(Entries taken from a collection)

::::

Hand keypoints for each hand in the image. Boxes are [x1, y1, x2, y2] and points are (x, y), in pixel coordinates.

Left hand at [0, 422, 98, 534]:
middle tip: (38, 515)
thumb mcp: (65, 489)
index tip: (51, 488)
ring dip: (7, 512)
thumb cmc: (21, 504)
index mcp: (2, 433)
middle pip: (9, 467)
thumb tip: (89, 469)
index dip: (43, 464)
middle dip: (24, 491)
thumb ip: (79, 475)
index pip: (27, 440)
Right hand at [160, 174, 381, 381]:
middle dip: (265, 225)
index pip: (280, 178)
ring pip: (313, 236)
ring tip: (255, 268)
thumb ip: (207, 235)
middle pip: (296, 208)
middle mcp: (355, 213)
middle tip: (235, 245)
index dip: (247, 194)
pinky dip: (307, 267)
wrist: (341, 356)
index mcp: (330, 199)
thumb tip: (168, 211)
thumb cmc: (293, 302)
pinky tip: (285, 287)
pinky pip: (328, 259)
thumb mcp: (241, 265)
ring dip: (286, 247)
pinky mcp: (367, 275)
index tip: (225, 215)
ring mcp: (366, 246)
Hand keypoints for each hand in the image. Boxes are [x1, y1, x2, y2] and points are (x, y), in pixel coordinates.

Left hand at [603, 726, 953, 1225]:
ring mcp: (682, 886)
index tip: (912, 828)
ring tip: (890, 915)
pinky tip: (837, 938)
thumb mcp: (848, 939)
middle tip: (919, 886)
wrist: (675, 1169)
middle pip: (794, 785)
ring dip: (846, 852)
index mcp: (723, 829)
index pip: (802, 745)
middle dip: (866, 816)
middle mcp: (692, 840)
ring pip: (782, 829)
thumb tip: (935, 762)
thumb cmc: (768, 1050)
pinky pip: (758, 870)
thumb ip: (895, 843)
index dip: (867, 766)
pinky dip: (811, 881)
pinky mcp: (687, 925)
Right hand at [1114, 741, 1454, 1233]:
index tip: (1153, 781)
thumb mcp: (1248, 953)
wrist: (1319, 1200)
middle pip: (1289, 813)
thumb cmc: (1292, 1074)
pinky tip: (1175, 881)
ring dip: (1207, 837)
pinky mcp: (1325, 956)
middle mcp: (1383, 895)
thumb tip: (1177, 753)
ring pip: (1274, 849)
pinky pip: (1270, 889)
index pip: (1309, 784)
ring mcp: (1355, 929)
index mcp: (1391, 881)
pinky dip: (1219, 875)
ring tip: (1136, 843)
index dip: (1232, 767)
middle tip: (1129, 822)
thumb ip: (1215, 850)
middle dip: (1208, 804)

::::

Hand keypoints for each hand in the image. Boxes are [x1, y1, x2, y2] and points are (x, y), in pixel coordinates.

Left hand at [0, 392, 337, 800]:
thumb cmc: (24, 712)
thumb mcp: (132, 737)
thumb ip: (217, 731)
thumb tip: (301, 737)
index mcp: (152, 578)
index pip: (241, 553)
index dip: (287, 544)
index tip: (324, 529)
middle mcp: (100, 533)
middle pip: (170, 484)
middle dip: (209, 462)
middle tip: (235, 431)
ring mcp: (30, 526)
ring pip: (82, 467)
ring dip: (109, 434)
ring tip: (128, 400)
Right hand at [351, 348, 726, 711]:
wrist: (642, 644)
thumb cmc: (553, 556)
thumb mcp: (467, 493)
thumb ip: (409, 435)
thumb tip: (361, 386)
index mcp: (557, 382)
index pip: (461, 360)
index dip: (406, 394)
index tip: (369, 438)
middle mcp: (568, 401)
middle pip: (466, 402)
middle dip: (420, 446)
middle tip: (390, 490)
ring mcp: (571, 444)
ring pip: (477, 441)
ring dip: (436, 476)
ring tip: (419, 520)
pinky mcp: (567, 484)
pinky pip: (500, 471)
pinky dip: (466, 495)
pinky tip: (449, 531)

::::

Work task:
What lines in the records above include the string "hand"? Copy each one.

Result for this task:
Hand keypoints for each hand in the image. Boxes are [x1, y1, x2, y2] and points are (x, y), in pixel coordinates.
Left hand at [0, 422, 98, 534]:
Right hand at [160, 174, 381, 381]:
Hand keypoints for each hand in the image. Boxes are [x1, y1, x2, y2] and points are (x, y), in pixel coordinates.
Left hand at [603, 726, 953, 1225]:
Right hand at [1114, 741, 1454, 1233]:
Hand keypoints for each hand in the image. Boxes are [x1, y1, x2, y2] and points are (x, y), in pixel coordinates.
Left hand at [0, 392, 337, 800]:
Right hand at [351, 348, 726, 711]:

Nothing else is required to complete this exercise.